In 2004, the renovation plans won an excellence in design award from the New York City Arts Commission.
In its final reincarnation, the project included complete renovation of the courtyard, complete with different-colored concrete and stainless steel grates over open areaways, a large new cafe with full kitchen facilities, reconfiguration and modern upgrade, with new lighting, flooring and partitions, of all the galleries, a new theater and a flashy new glass facade for the lobby.
A defining goal of the design, explains, Singer, was to recognize El Museo’s venerable neighbors—the Metropolitan Museum of Art and the Guggenheim. As a nod to the banners at those museums, the team added a metal divider with a banner expanded to a large scrim in front of the courtyard to separate the lobby from the street (the courtyard itself remains completely open to the public, with no gates). Meanwhile, the metal wrapping material that angles from the ground and into the north wing of the building was a “gesture to the curvilinear aspect of the Guggenheim.”

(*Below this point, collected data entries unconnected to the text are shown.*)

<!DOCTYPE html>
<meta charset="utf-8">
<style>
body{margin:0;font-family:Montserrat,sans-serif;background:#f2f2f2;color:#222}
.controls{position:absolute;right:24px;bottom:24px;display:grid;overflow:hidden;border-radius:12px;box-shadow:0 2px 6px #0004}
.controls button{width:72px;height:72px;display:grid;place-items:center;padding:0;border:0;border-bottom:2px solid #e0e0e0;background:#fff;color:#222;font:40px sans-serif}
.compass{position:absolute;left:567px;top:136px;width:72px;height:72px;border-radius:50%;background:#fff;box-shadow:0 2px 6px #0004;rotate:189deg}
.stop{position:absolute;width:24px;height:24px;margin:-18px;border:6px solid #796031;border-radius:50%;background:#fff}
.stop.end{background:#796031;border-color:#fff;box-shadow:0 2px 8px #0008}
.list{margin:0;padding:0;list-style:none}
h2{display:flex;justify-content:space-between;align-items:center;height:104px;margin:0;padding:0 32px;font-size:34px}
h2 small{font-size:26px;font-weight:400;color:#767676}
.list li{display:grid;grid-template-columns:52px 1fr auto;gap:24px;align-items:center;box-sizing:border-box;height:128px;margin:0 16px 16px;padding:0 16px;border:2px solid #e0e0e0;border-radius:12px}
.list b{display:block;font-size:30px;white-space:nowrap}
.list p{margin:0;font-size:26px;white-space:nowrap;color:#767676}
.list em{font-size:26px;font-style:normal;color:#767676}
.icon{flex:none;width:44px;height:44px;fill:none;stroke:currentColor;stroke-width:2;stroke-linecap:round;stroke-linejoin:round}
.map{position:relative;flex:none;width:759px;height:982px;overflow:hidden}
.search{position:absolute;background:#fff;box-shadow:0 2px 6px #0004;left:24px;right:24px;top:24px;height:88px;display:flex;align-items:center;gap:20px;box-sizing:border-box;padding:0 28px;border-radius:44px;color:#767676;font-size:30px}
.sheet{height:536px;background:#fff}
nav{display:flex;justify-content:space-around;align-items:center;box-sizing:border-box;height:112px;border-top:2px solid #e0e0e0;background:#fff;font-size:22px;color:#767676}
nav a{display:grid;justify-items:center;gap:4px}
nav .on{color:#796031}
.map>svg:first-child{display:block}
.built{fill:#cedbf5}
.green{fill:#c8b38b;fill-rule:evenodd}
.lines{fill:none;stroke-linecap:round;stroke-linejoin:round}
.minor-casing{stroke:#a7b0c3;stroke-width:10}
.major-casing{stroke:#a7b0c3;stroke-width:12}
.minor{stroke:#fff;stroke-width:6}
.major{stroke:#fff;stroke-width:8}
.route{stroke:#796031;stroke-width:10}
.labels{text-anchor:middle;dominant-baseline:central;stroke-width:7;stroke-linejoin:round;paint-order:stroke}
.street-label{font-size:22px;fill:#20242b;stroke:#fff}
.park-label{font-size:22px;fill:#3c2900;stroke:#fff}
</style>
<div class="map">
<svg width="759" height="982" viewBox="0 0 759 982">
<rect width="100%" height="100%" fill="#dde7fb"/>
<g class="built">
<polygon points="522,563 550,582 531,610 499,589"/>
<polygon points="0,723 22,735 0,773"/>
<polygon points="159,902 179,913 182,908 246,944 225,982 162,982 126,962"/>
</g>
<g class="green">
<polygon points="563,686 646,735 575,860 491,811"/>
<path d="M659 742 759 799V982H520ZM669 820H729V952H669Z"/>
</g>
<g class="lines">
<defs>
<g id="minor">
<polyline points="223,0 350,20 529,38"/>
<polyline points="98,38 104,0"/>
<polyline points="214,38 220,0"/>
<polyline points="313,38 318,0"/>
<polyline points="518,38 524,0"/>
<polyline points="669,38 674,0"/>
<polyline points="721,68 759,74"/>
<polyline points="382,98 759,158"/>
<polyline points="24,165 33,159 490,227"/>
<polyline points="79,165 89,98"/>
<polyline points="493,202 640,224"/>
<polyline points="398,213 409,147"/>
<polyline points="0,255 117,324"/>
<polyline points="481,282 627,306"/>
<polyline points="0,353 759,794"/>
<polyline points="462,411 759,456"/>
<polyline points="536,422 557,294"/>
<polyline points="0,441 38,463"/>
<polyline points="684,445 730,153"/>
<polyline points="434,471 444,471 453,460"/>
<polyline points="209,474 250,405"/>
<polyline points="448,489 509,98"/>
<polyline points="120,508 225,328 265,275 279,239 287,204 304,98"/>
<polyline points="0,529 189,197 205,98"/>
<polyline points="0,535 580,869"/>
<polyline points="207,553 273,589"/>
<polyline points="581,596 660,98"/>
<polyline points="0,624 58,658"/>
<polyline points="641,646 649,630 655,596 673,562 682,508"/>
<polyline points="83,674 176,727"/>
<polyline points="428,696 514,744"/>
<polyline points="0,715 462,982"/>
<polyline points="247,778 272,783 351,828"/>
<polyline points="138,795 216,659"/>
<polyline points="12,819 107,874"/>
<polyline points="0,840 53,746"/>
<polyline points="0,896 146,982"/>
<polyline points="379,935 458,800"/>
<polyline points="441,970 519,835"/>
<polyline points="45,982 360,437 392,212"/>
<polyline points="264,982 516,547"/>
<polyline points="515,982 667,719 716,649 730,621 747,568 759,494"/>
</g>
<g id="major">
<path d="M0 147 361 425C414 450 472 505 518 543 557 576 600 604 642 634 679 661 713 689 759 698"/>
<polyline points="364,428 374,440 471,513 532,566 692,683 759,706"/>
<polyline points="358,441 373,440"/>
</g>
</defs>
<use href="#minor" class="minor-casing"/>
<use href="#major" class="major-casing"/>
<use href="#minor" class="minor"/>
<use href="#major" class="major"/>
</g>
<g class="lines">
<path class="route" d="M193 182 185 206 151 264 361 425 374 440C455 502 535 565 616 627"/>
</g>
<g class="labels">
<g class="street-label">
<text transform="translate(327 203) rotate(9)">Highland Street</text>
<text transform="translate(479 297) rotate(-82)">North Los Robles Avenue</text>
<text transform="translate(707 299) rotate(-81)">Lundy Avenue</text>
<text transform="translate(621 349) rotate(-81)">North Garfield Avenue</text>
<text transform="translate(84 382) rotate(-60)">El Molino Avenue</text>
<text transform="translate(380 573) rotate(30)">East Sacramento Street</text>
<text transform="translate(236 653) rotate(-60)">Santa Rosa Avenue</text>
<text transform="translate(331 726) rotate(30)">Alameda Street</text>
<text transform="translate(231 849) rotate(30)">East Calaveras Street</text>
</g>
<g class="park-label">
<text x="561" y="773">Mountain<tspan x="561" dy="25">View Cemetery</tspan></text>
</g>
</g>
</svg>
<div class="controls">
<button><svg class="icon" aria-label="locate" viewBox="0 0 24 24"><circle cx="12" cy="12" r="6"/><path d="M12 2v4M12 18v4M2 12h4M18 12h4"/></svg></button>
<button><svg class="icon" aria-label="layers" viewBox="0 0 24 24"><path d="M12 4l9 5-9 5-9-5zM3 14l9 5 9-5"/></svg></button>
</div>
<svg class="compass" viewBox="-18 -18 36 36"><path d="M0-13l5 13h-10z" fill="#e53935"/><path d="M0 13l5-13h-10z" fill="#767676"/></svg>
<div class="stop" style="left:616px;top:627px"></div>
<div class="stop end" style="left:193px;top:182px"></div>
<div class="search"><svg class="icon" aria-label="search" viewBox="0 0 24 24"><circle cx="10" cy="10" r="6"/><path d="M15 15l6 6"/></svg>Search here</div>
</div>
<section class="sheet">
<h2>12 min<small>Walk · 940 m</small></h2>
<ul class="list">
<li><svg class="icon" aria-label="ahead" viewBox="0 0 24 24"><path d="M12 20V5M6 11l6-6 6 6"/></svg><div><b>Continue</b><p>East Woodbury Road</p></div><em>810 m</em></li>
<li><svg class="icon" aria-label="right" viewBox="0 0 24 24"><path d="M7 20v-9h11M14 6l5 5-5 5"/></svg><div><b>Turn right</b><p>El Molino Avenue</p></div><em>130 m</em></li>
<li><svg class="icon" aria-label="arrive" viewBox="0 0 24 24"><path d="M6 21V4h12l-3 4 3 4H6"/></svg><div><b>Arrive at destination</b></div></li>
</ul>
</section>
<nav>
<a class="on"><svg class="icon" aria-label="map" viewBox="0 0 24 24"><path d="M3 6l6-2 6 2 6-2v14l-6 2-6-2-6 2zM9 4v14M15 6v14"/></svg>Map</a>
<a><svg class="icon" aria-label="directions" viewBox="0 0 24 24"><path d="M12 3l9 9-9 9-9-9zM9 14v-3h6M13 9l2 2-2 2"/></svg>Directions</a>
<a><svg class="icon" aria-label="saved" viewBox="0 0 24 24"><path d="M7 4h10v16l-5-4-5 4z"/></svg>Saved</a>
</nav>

While the gallery reconfiguration was mostly standard work, the new floors were a novelty and hard not to immediately notice upon entrance: there’s just nothing like it anywhere else in the city.
“In the Gallery we are using an end-grain four-in by four-in French Hornbeam tile laid out on a 45 degree bias and finished with a matte clear 3-coat sealer. The end-grain figure in the wood, combined with its color and strength, were reasons for its selection—end-grain shows the rings of growth (sapwood/softwood and summerwood/hardwood), the color is generally light, and its strength resists the compression impact of women’s high-heeled shoes,” explains Singer in an e-mail.
“My guys were the guinea pigs on it,” Brothers says, looking down at the floor, without disguising his satisfaction with the result.
While El Museo did not remain open during the renovation, the fact that the six-story building houses two schools, the Central Park Conservancy, and the Parks Department, among others, made for a crowded work environment nonetheless. Frequent changes, new requests, and a shorter deadline to accommodate the mayor’s re-election bid to the Latino community of the city complicated the project still further.
“On this project, we got squeezed in every angle,” says Brothers. “And still—looks like we’re gonna make it.”